Вихров удивился такому скорому возвращению его.
- Ты уж и вернулся? - спросил он.
- Вернулся, что там делать-то было! - отвечал Иван, как бы ни в чем не повинный.
У Вихрова в это время сидел священник из их прежнего прихода, где похоронен был его отец, - священник еще молодой, года два только поставленный в свой сан и, как видно, очень робкий и застенчивый. Павел разговаривал с ним с уважением, потому что все-таки ожидал в нем видеть хоть несколько образованного человека.

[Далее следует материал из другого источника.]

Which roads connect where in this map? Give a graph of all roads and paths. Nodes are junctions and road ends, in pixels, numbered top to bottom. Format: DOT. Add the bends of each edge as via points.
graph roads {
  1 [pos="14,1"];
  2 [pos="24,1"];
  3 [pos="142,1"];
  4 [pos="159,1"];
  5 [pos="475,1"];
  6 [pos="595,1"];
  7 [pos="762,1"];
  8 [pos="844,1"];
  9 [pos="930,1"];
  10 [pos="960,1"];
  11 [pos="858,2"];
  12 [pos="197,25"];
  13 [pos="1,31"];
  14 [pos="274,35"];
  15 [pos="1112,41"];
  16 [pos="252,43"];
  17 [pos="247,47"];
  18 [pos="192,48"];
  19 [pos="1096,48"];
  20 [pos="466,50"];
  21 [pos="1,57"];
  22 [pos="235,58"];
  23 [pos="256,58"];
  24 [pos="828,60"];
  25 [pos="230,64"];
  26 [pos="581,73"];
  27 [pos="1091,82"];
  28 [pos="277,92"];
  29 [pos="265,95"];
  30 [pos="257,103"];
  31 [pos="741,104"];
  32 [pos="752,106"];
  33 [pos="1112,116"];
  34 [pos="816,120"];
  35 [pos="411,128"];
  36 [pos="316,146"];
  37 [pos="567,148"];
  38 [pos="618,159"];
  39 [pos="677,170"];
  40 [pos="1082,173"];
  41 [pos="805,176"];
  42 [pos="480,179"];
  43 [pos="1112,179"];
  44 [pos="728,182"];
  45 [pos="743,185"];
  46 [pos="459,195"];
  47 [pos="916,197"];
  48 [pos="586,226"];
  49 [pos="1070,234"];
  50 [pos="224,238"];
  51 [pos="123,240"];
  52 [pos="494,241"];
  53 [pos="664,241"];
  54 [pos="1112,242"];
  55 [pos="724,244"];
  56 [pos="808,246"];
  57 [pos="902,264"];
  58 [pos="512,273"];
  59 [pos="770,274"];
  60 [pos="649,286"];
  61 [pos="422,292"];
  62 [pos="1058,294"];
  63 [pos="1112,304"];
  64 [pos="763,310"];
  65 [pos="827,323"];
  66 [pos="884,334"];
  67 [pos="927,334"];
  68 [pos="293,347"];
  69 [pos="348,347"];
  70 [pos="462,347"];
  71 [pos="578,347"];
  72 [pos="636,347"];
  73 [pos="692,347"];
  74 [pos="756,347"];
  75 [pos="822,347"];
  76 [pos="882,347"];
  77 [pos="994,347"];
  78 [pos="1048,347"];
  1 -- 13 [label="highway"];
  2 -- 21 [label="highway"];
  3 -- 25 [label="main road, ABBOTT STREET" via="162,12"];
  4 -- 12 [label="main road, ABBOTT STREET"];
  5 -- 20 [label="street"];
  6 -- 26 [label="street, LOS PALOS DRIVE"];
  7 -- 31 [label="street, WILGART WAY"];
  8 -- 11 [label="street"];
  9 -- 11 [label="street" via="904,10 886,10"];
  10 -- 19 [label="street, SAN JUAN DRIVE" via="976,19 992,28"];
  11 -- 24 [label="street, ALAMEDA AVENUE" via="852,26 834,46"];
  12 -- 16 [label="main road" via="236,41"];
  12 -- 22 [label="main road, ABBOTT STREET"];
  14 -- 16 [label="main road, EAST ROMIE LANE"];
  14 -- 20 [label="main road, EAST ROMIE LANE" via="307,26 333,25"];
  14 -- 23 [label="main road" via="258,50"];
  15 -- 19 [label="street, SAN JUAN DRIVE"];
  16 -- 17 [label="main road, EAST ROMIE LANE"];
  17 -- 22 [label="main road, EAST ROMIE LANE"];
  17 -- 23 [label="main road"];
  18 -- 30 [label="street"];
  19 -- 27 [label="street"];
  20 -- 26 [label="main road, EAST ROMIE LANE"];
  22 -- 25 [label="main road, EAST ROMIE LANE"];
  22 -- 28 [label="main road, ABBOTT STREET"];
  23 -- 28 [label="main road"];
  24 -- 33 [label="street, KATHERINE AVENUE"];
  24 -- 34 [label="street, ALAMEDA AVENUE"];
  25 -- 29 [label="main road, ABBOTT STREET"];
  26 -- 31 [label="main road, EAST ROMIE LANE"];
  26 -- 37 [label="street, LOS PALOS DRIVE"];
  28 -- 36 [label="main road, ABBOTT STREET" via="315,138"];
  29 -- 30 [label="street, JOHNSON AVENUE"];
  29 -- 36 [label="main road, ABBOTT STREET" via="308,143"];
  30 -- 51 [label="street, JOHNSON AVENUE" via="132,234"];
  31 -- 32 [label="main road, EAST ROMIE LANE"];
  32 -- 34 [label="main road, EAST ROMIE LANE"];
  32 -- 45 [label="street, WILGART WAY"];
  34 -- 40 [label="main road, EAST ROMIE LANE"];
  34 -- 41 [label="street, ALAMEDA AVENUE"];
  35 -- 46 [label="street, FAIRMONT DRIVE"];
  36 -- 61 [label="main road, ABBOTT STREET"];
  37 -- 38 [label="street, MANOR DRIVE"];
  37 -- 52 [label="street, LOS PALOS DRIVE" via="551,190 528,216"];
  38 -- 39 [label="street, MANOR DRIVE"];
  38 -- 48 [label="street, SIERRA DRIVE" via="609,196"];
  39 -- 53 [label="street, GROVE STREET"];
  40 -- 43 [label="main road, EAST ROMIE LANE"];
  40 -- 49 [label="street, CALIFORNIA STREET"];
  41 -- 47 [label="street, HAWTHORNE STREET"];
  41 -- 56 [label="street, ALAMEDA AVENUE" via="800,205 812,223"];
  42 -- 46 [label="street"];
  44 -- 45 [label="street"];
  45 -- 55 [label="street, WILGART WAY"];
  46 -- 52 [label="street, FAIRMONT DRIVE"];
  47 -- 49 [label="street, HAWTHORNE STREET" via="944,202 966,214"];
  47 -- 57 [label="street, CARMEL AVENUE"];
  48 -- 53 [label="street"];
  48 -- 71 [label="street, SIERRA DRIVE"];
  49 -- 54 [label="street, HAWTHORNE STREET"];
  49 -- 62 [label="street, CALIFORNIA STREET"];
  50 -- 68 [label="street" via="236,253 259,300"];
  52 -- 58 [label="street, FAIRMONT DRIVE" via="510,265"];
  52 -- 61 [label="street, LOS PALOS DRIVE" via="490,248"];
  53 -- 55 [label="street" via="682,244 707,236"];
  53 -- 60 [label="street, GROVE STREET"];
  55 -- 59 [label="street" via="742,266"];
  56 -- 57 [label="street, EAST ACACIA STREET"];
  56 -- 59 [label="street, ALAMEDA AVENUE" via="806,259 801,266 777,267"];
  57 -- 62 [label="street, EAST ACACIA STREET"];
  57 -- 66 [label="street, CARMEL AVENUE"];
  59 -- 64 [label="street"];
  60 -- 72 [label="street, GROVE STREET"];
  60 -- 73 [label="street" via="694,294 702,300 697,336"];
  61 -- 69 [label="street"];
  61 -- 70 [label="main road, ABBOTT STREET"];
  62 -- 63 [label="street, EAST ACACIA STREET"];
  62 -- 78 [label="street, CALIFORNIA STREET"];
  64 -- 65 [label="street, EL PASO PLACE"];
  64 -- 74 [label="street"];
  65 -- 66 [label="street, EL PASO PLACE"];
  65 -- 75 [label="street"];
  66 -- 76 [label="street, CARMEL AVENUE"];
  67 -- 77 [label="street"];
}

- Скажите, не скучаете вы вашей деревенской жизнью? - спрашивал он его.
- Нету-ти!.. Что ж?.. Летом работы полевые, а зимнее время по приходу со славой и с требами ездим, - отвечал священник.
- А читать вы имеете что-нибудь?
- Одни только ведомости губернские храм получает; чтение скучное и незанятное.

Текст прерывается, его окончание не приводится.